Il vero gruppo dirigente degli Stati Uniti è costituito dai vertici della Federal Reserve e del Fondo Monetario Internazionale, e questi non hanno come movente le generiche vendette, ma il denaro. In questo senso, gli anni di Bertolaso alla Protezione Civile hanno preparato il terreno all’ingresso delle multinazionali anche in settori dove era impensabile che si insediassero.
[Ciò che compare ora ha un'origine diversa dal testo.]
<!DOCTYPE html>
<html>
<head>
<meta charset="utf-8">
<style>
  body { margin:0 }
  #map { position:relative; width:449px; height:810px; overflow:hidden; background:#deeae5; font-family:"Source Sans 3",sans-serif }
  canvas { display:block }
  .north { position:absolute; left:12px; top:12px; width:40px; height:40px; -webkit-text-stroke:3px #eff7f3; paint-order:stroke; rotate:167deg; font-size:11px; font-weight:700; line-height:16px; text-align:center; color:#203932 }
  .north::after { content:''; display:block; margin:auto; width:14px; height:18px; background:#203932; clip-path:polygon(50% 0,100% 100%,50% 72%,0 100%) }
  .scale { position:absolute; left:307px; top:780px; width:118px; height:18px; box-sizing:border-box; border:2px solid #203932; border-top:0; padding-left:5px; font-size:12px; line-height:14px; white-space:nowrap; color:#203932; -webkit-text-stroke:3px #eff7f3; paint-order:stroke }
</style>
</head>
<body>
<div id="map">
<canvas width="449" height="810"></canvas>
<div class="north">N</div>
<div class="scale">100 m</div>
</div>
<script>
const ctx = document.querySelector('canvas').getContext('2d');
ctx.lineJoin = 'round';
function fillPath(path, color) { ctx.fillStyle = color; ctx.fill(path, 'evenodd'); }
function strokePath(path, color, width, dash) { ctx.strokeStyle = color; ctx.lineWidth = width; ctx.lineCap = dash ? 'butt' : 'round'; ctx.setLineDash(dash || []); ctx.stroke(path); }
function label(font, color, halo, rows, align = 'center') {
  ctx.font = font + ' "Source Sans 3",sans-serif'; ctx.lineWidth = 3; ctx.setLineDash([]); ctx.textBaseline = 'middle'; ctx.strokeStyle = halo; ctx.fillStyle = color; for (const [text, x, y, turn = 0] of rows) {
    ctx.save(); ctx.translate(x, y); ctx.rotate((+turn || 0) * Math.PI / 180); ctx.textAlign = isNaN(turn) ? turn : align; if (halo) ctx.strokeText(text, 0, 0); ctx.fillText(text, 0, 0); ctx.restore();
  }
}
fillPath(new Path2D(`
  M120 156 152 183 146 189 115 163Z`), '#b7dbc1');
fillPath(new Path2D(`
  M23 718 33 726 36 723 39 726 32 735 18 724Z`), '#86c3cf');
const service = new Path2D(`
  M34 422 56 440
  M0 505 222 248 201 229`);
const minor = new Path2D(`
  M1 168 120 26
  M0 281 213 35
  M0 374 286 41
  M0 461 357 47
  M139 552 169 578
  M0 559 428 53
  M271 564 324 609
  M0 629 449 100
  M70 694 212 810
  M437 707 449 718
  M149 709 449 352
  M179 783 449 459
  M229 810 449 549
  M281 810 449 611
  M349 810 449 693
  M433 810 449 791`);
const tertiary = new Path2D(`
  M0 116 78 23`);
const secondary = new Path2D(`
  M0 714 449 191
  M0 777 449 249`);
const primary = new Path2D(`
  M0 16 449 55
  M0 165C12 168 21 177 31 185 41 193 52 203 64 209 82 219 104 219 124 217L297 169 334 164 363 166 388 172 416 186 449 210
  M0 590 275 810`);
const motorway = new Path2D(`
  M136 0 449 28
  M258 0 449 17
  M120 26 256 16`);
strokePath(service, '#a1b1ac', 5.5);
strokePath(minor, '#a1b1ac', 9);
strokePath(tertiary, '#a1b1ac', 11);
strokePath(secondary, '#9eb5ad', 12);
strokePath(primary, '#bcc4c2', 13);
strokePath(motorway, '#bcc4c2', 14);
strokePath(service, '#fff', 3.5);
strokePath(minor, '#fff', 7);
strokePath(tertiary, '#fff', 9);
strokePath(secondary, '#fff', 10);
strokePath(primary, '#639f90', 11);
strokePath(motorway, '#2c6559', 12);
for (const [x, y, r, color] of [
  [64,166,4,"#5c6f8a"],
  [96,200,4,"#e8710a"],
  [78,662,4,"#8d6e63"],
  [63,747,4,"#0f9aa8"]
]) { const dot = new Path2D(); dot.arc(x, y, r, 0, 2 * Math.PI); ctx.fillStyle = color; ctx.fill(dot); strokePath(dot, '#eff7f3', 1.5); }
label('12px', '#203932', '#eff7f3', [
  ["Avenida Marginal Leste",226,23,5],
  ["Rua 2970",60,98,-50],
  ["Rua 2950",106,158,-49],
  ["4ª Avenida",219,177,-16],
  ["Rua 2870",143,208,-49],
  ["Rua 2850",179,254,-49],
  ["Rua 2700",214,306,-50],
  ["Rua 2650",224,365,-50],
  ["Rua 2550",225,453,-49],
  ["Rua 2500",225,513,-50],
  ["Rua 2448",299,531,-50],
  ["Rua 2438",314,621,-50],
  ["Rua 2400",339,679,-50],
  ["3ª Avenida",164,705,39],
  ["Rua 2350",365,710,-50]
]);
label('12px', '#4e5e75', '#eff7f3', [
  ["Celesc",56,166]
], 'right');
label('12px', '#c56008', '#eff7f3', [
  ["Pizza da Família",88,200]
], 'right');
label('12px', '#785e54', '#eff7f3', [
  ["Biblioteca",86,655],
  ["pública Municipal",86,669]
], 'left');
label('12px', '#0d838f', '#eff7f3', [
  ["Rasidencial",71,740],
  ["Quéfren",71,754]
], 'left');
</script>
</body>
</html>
Ancora un mese prima della privatizzazione della Protezione Civile - decisa il natale ultimo scorso -, quando era già deciso che Bertolaso sarebbe stato il presidente della nuova SPA, questi si dichiarava pubblicamente contrario alle ipotesi di privatizzazione; ciò per fare in modo che il colpo potesse essere messo a segno dal governo nel silenzio più assoluto. Bertolaso aveva ipocritamente recitato la sua parte di funzionario integerrimo sino in fondo, e soltanto lo scandalo ha messo allo scoperto i progetti di privatizzazione della Privatizzazione Civile.
Resterebbe però ancora da chiarire perché delle testate giornalistiche di "sinistra", come "Report" e "La Repubblica", abbiano contribuito in modo decisivo dal 2007 al 2009 a costruire la santa icona di Bertolaso. Forse ce lo potrebbe spiegare Giuliano Amato.